⟨

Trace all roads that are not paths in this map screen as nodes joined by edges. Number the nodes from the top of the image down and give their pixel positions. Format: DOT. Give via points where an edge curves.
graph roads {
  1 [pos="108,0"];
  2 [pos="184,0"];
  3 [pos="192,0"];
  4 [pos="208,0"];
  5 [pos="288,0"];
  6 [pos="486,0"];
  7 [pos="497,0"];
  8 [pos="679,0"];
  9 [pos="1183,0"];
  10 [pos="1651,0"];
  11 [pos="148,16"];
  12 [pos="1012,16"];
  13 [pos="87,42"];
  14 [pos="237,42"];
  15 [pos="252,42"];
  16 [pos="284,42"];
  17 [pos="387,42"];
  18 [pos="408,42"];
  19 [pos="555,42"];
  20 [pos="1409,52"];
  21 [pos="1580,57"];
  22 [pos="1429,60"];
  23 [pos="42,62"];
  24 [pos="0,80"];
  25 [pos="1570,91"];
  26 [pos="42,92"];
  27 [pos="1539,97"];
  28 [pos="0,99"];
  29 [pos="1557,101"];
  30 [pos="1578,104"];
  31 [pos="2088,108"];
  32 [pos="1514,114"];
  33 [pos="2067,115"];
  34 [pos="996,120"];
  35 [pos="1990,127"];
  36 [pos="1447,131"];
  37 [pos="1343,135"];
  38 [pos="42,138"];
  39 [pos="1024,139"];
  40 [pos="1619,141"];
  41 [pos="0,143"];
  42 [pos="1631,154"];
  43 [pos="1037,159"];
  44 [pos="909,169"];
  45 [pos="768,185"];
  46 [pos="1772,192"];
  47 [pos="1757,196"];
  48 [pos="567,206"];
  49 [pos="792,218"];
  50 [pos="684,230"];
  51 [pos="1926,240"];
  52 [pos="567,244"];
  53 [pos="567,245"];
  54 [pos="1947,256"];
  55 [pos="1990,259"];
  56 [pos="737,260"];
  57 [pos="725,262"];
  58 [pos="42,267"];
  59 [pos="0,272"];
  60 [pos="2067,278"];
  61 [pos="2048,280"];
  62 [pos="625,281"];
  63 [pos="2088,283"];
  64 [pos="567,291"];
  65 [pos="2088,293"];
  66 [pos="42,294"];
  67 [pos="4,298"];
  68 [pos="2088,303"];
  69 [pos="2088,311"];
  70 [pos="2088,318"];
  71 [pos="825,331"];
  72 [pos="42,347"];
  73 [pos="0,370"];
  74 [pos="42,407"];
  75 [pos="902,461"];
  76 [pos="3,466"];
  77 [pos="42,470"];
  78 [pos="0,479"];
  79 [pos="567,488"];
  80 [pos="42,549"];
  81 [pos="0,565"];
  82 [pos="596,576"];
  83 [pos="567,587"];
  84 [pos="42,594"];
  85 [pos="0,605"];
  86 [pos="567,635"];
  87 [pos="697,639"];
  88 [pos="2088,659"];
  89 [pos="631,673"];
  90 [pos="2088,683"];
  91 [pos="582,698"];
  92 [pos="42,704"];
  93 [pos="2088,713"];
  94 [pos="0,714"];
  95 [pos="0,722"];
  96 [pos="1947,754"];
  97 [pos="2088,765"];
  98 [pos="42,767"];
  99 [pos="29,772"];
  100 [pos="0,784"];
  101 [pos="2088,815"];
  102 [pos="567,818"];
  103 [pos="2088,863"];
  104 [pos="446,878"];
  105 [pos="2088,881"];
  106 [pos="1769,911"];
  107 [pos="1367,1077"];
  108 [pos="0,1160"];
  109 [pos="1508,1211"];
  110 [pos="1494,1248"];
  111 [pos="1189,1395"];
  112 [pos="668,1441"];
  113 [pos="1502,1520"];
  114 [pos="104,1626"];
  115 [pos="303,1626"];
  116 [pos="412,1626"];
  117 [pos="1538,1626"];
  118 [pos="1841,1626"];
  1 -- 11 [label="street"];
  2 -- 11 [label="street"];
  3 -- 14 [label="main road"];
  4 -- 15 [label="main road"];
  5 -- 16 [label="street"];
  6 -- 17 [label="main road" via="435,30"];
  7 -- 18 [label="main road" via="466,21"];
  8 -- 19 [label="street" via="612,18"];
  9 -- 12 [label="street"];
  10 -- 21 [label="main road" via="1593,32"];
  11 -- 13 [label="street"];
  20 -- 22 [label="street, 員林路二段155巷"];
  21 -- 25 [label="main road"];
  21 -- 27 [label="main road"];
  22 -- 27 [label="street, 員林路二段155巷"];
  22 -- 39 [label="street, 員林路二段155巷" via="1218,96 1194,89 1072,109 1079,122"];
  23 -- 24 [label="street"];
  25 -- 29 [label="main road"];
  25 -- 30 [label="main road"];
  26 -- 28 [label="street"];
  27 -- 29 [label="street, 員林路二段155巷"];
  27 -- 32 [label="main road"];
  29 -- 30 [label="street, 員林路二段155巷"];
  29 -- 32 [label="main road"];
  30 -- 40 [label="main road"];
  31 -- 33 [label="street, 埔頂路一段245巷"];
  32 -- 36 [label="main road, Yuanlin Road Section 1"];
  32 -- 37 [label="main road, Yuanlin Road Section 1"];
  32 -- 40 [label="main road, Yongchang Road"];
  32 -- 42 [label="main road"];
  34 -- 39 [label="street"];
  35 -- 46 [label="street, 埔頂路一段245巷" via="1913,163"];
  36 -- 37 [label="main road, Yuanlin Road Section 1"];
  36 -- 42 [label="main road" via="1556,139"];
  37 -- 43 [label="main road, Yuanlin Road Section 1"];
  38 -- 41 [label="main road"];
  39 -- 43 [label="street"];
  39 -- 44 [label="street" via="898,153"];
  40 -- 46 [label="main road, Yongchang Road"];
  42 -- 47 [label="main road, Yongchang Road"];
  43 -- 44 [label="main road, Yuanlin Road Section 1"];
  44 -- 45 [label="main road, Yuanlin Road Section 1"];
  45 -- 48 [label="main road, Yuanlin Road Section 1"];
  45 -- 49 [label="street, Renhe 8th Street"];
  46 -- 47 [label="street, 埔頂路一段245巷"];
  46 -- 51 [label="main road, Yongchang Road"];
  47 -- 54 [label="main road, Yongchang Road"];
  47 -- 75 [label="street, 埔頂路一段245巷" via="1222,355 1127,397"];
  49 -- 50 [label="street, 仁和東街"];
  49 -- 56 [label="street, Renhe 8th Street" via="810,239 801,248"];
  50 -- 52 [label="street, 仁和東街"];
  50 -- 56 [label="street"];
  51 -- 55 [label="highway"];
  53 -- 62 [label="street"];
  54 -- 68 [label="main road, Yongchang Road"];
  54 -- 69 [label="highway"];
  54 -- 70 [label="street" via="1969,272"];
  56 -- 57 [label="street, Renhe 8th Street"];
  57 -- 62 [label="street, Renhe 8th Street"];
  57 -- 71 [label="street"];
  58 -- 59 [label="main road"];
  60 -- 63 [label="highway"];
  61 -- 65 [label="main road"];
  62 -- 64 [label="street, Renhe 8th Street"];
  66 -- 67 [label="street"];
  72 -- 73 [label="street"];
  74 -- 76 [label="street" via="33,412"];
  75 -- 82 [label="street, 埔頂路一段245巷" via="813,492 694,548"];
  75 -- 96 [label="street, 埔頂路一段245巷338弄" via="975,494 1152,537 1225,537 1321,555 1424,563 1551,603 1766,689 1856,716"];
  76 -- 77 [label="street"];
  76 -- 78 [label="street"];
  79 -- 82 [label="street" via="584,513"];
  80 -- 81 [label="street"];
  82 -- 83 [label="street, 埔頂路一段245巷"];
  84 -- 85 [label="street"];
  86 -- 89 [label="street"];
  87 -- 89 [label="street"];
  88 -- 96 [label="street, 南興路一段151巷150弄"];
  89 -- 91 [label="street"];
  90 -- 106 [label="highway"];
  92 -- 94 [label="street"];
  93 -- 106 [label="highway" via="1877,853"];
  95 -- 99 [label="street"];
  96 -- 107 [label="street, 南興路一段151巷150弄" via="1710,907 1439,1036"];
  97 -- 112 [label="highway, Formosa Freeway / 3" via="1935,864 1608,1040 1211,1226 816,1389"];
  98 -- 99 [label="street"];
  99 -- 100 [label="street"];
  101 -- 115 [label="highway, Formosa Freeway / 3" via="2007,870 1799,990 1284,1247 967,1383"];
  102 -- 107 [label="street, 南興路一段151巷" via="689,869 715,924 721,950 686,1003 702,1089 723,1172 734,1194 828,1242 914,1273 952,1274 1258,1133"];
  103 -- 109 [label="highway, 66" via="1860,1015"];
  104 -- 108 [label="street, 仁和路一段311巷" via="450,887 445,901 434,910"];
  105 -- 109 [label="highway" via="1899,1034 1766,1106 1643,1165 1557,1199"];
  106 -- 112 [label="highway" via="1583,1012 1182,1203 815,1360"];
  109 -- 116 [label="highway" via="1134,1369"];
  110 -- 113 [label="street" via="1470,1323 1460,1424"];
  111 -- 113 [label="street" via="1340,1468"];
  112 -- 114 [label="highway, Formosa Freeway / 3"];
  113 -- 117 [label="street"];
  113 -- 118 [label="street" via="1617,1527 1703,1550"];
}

⟩

▶ _Description of the task_: Would you copy every line of the entries that includes the word "Formosa"?

▶ _Answer to this task_:
  97 -- 112 [label="highway, Formosa Freeway / 3" via="1935,864 1608,1040 1211,1226 816,1389"];
  101 -- 115 [label="highway, Formosa Freeway / 3" via="2007,870 1799,990 1284,1247 967,1383"];
  112 -- 114 [label="highway, Formosa Freeway / 3"];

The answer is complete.